John Pringle, Lord Haining (c. 1674 – 19 August 1754) was a Scottish lawyer, politician, and judge. His ownership of a large estate near Selkirk secured him a seat in the Parliament of Scotland from 1702 until the Act of Union in 1707, and then in the House of Commons of Great Britain from 1707 until he became a Lord of Session in 1729.

Pringle was the second son of Andrew Pringle of Clifton in the Scottish Borders. His mother Violet was a daughter of John Rutherford of Edgerston, Roxburgh. Andrew Pringle had forced the marriage of his oldest son Robert to Andrew's niece Janet Pringle, thereby reuniting Pringle lands which had been divided in a previous generation. This wealth allowed Andrew to educate John at the University of Edinburgh, where he graduated with an MA in 1692, and at Utrecht where he graduated in 1696. He was admitted to the Faculty of Advocates in 1698.

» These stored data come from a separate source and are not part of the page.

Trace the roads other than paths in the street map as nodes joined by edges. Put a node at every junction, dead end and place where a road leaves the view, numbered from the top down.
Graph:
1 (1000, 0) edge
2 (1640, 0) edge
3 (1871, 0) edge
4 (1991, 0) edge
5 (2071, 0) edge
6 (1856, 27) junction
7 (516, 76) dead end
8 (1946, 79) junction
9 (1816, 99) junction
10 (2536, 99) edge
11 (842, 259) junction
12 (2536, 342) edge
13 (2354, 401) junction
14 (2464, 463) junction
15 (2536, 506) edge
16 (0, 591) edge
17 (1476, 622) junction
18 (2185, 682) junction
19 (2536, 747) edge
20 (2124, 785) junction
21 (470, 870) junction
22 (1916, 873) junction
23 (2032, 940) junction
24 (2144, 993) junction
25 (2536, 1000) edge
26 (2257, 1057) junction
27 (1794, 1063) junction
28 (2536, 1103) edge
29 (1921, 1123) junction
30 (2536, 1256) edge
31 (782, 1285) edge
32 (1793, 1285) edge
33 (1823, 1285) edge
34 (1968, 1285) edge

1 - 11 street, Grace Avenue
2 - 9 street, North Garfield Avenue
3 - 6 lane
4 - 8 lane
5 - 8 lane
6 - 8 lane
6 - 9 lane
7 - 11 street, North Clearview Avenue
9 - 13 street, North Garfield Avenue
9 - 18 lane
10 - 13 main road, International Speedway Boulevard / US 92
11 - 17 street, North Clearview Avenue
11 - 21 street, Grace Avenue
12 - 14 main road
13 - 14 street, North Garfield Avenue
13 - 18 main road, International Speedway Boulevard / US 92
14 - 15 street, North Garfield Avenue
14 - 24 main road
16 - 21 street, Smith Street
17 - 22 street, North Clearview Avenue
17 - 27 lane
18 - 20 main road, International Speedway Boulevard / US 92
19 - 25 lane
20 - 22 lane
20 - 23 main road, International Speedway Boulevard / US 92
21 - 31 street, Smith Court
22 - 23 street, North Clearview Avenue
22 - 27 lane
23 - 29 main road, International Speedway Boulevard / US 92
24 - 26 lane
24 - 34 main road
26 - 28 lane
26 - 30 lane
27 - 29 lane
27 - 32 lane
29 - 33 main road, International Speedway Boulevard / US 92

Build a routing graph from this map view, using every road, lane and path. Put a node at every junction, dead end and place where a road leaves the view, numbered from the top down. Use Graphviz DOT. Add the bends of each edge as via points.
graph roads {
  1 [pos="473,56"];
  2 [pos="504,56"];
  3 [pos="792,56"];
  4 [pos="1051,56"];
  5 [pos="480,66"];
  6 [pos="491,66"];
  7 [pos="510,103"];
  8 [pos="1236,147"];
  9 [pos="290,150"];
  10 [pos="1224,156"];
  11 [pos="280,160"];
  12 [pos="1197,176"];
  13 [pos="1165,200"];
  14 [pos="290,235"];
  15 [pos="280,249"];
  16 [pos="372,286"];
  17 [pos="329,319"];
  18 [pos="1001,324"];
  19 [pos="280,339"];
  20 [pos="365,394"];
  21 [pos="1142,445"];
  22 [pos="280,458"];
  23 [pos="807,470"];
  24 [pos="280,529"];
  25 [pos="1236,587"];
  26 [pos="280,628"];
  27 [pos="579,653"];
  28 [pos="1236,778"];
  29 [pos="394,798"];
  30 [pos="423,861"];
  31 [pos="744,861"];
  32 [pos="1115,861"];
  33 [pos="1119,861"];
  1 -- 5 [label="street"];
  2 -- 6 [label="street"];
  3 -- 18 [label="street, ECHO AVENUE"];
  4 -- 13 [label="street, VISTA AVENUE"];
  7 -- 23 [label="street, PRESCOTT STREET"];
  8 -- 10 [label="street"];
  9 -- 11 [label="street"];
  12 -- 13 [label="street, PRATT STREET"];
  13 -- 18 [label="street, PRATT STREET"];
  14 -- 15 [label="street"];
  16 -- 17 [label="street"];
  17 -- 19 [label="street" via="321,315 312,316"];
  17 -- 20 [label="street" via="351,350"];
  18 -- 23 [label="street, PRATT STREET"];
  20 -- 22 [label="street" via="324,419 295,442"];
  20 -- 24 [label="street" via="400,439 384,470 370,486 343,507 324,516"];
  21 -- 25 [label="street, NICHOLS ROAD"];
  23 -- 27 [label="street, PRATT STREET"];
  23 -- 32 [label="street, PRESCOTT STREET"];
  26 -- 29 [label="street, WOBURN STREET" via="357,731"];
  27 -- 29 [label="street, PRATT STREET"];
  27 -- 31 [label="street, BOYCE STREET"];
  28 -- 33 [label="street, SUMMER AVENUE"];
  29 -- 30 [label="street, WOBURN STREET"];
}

Pringle soon established a successful legal practice, and in 1701 or 1702 his father purchased for him The Haining estate at a cost of £3,412 (£499,000 in 2017). This large estate, beside the town of Selkirk gave him a strong influence on the politics both of the shire of Selkirkshire and burgh of Selkirk. Due to the support of his future father-in-law, the hereditary sheriff of Selkirkshire Sir James Murray, Pringle was elected to Parliament in 1702 as a shire commissioner for Selkirkshire.